## About this task
Print out each entry below in full, exactly as given, excluding pictures.

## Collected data
—————

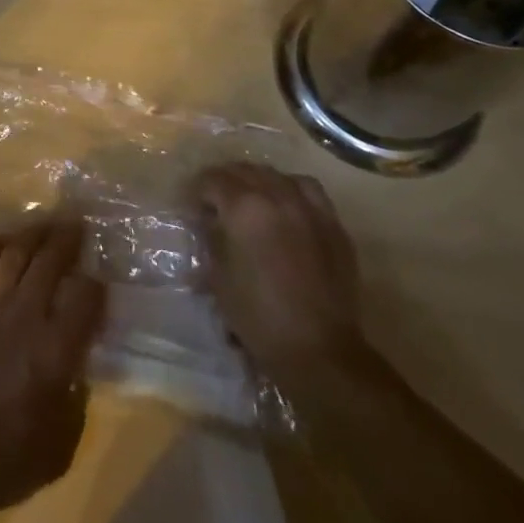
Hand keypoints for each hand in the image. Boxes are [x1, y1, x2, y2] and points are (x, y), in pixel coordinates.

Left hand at [0, 221, 105, 519]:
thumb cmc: (3, 461)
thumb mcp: (59, 447)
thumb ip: (74, 402)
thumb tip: (76, 371)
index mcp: (54, 350)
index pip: (84, 298)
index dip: (95, 285)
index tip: (97, 280)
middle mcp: (23, 316)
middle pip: (49, 263)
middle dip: (65, 239)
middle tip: (75, 224)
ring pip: (13, 254)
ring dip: (31, 235)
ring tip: (44, 223)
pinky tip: (0, 241)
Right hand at [194, 164, 362, 378]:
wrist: (321, 351)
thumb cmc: (260, 318)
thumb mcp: (219, 278)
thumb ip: (212, 240)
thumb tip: (209, 224)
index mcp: (244, 208)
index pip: (212, 180)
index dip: (197, 192)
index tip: (191, 208)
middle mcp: (276, 196)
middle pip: (243, 170)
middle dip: (224, 182)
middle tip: (215, 203)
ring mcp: (308, 207)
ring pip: (275, 175)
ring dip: (256, 182)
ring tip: (250, 199)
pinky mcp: (332, 224)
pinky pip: (307, 189)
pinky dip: (290, 189)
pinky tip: (285, 205)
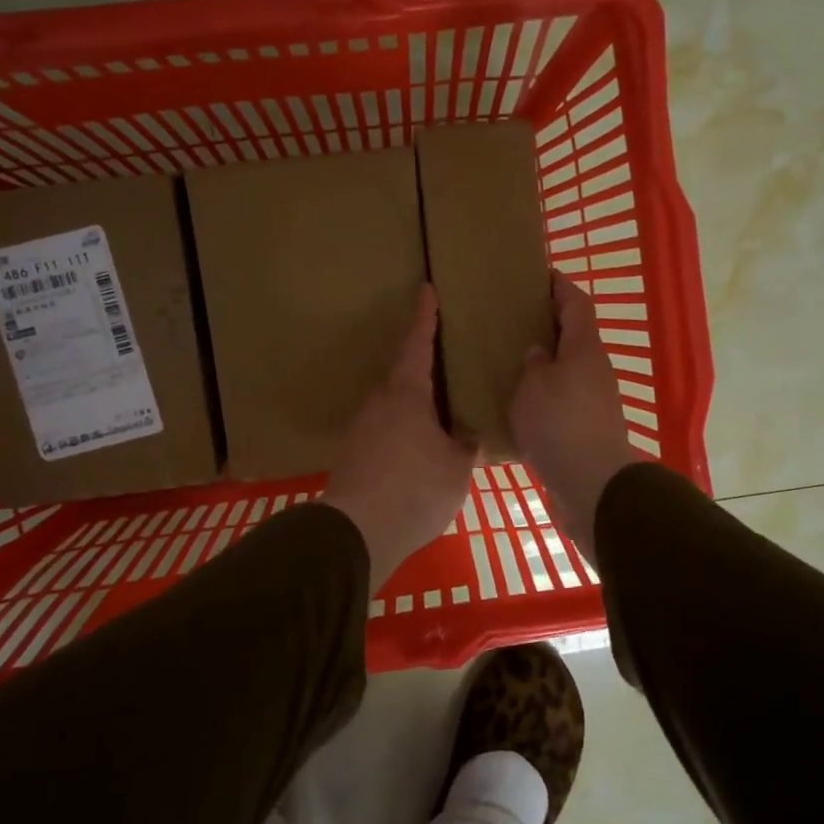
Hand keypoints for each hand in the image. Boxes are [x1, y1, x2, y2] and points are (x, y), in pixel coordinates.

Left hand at [322, 285, 478, 594]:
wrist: (356, 533)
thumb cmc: (415, 490)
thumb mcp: (456, 468)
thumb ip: (465, 446)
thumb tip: (468, 437)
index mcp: (406, 394)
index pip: (417, 344)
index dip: (424, 317)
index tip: (426, 290)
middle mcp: (379, 402)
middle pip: (404, 374)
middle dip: (425, 366)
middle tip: (450, 361)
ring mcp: (363, 428)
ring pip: (395, 404)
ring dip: (417, 402)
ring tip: (443, 410)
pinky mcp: (355, 454)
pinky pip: (387, 428)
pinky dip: (406, 427)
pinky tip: (421, 446)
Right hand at [509, 270, 640, 556]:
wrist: (591, 482)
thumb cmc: (558, 424)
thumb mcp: (533, 387)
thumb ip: (533, 365)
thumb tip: (538, 354)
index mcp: (583, 349)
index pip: (576, 304)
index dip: (560, 287)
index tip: (543, 275)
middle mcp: (596, 370)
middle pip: (575, 337)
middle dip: (550, 326)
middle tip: (517, 321)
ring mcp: (597, 400)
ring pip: (570, 369)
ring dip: (548, 363)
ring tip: (514, 363)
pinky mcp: (590, 428)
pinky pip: (566, 399)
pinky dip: (547, 393)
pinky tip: (523, 404)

—————

## Your solution
Hand keypoints for each hand in the image. Boxes are [x1, y1, x2, y2] and points are (x, y), in pixel coordinates.

Left hand at [0, 221, 105, 519]:
thumb cmc: (3, 461)
thumb mcp: (59, 447)
thumb ip: (74, 402)
thumb tip: (76, 371)
index mcp: (54, 350)
index pip: (84, 298)
index dip: (95, 285)
index tip: (97, 280)
middle mcp: (23, 316)
middle pip: (49, 263)
middle dip: (65, 239)
middle tip: (75, 224)
ring pip: (13, 254)
ring dip: (31, 235)
ring tip: (44, 223)
pinky tip: (0, 241)
Right hand at [194, 164, 362, 378]:
wrist: (321, 351)
thumb cmc: (260, 318)
thumb mcp: (219, 278)
thumb ip: (212, 240)
thumb tip: (209, 224)
index mcp: (244, 208)
index pip: (212, 180)
index dip: (197, 192)
index tip: (191, 208)
middle mcp: (276, 196)
middle pip: (243, 170)
middle dip: (224, 182)
middle tip: (215, 203)
ring mcp: (308, 207)
ring pip: (275, 175)
ring dip: (256, 182)
ring tip: (250, 199)
pinky mcp: (332, 224)
pinky pip: (307, 189)
pinky dip: (290, 189)
pinky tip: (285, 205)
Hand keypoints for each hand in the image. Boxes are [x1, y1, x2, y2] and points are (x, y), in pixel coordinates.

Left hand at [322, 285, 478, 594]:
wrist: (356, 533)
thumb cmc: (415, 490)
thumb mcp: (456, 468)
thumb ip: (465, 446)
thumb tip: (468, 437)
index mcp: (406, 394)
index pip: (417, 344)
index dip: (424, 317)
index tip: (426, 290)
middle mcp: (379, 402)
middle pip: (404, 374)
middle dip: (425, 366)
middle tip: (450, 361)
ring mcp: (363, 428)
ring pip: (395, 404)
ring dip: (417, 402)
ring tip: (443, 410)
pinky mcp: (355, 454)
pinky pip: (387, 428)
pinky dip: (406, 427)
pinky tip: (421, 446)
Right hand at [509, 270, 640, 556]:
wrist: (591, 482)
thumb cmc: (558, 424)
thumb mcp: (533, 387)
thumb ip: (533, 365)
thumb tip: (538, 354)
index mcp: (583, 349)
index pip: (576, 304)
index dip: (560, 287)
index tip: (543, 275)
middle mcp: (596, 370)
middle pip: (575, 337)
middle dip: (550, 326)
middle tip: (517, 321)
ring mcp: (597, 400)
ring pip: (570, 369)
ring dip: (548, 363)
ring tip: (514, 363)
pinky mcp: (590, 428)
pinky pip: (566, 399)
pinky dip: (547, 393)
pinky tip: (523, 404)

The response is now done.